The episode was nominated for seven Primetime Emmy Awards at the 64th ceremony: Outstanding Directing for a Drama Series for Vince Gilligan; Outstanding Cinematography for a Single-Camera Series; Outstanding Single-Camera Picture Editing for a Drama Series and Outstanding Sound Mixing for a Comedy or Drama Series (One-Hour); Outstanding Guest Actor in a Drama Series for Mark Margolis; Outstanding Sound Editing for a Series and Outstanding Special Visual Effects in a Supporting Role. Editor Skip Macdonald won the ACE Eddie Award for Best Edited One-Hour Series for Commercial Television for this episode.

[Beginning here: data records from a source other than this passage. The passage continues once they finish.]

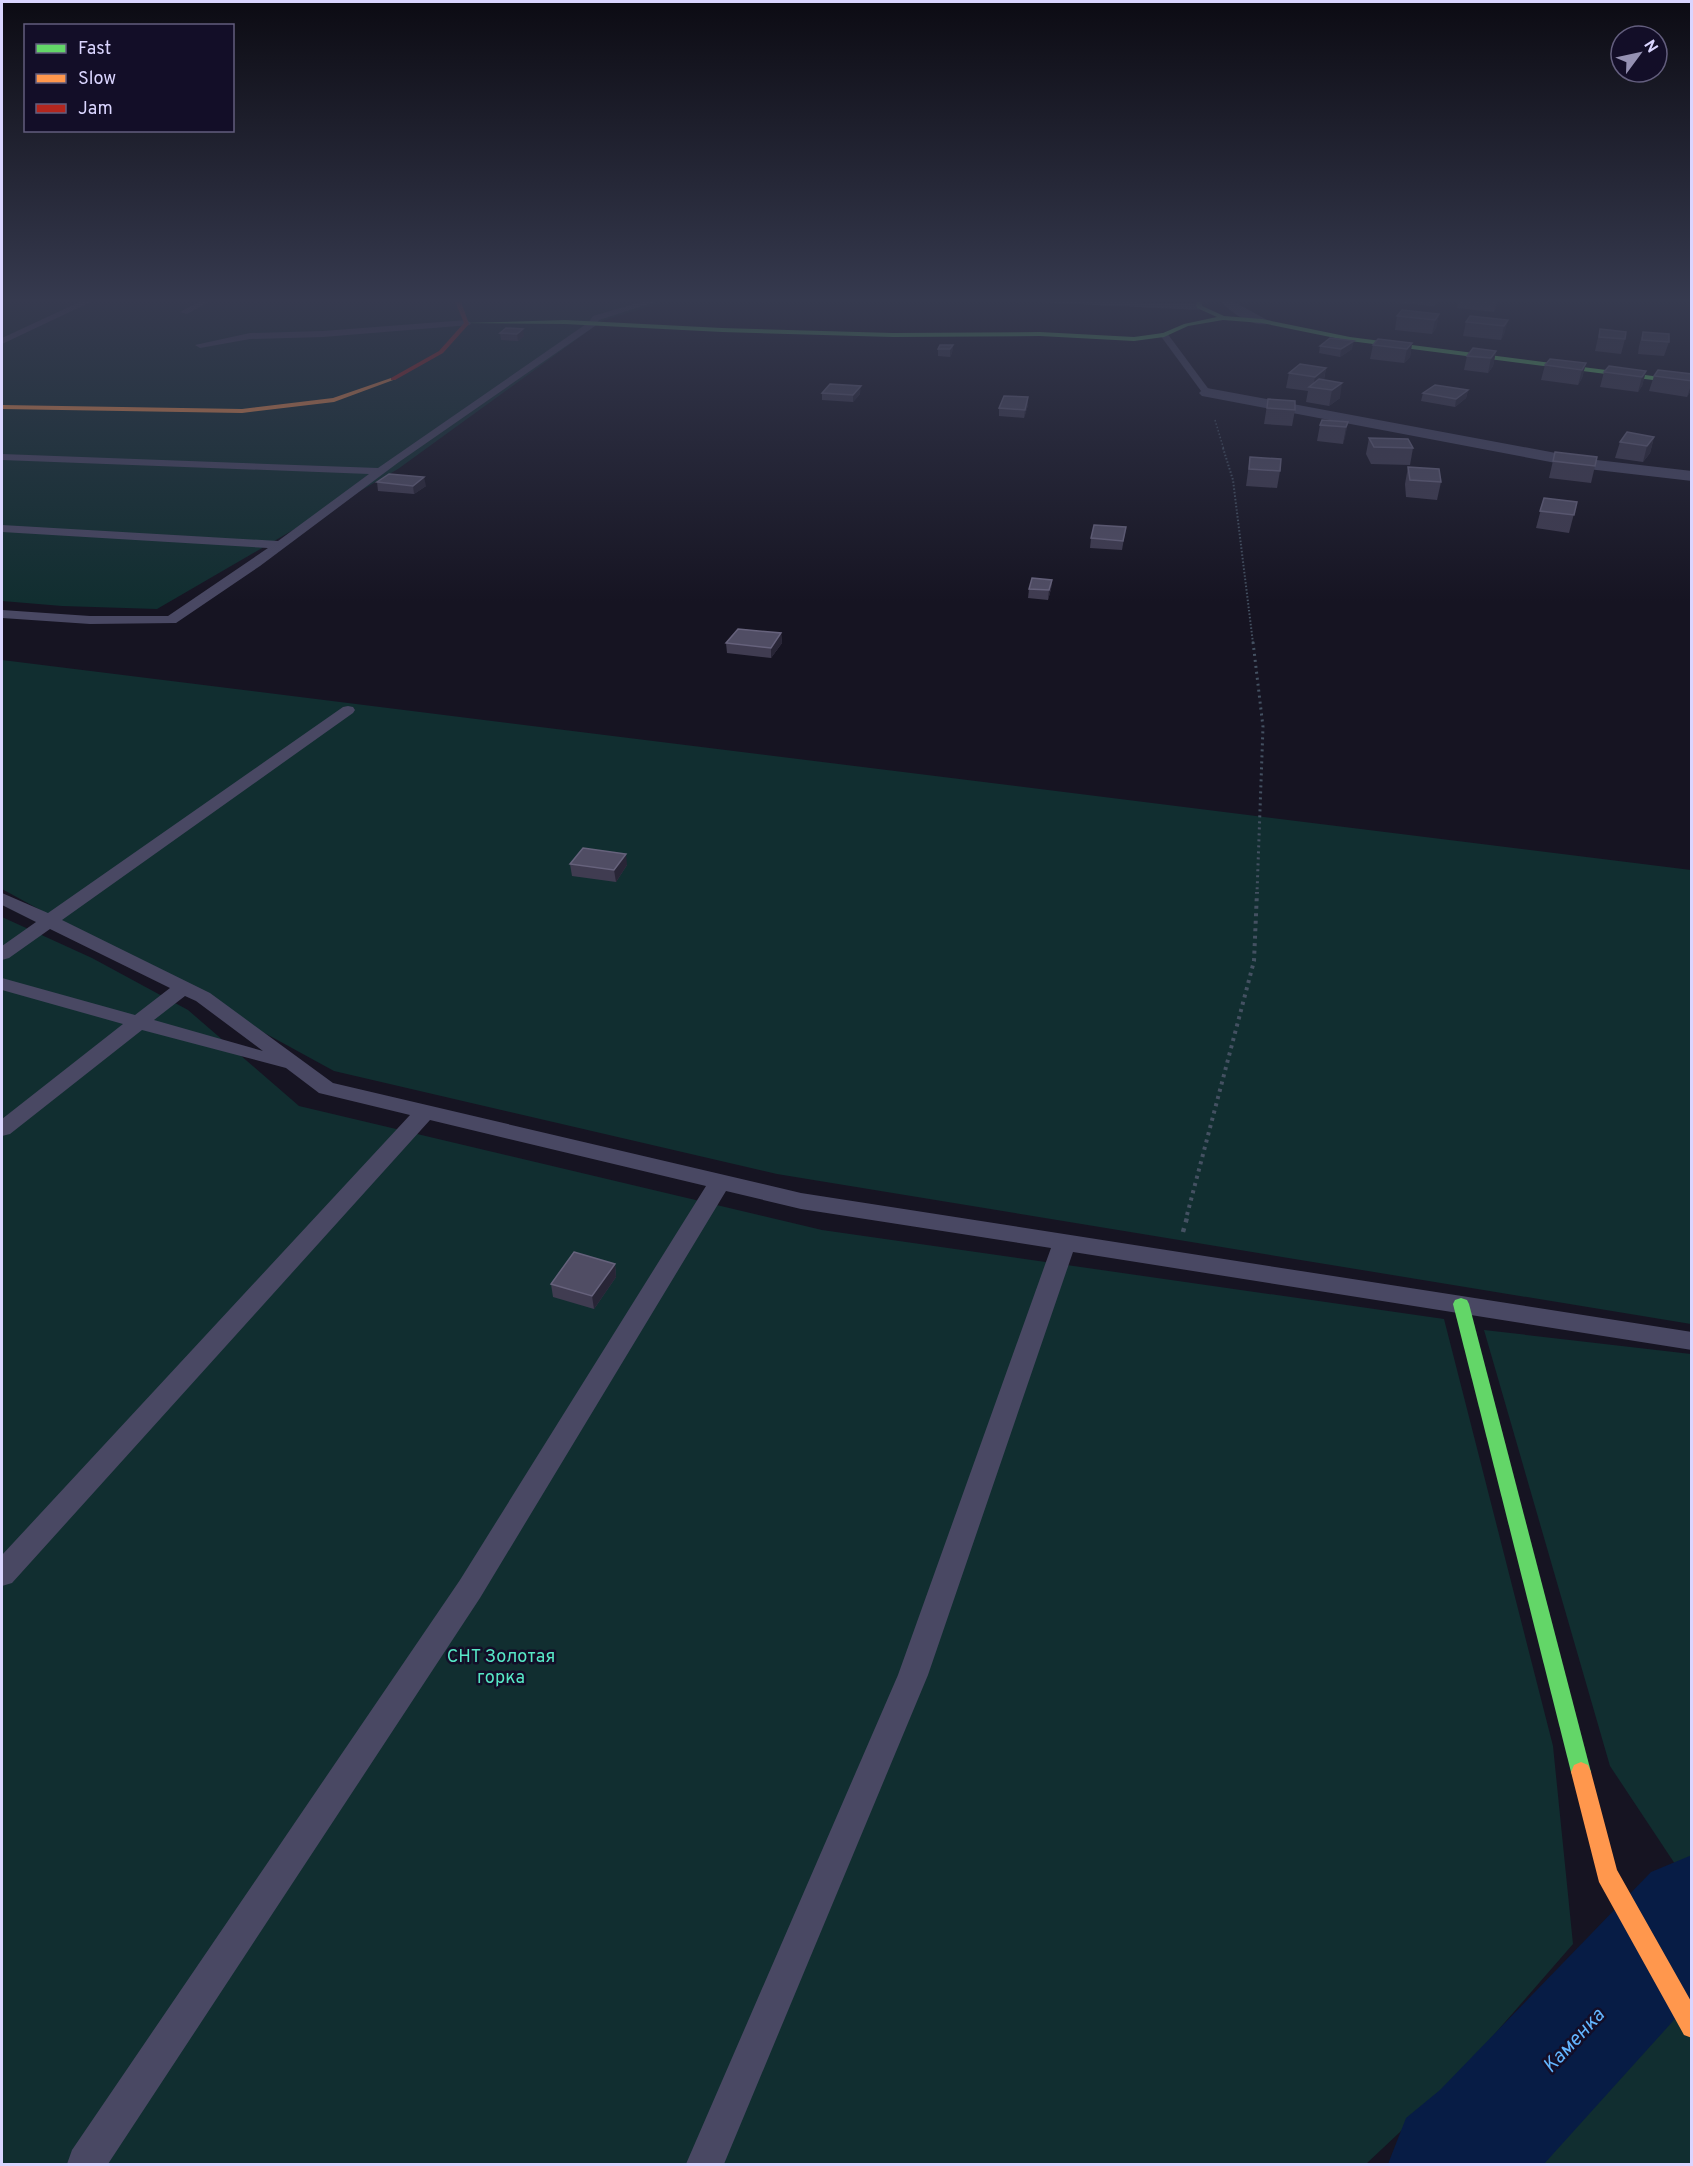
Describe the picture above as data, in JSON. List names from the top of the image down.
{
  "water": ["Каменка"],
  "parks": ["СНТ Золотая горка"],
  "legend": ["Fast", "Slow", "Jam"],
  "north": "top right"
}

Gilligan won the Directors Guild of America Award for Best Directing in a Drama Series and received a nomination to Writers Guild of America Award for best episodic drama. The episode also received nominations for Outstanding Achievement in Sound Mixing for Television Series at the Cinema Audio Society Awards; Best Sound Editing in Television – Short Form: Sound Effects and Foley at the Golden Reel Awards; and Outstanding Supporting Visual Effects in a Broadcast Program at the Visual Effects Society Awards.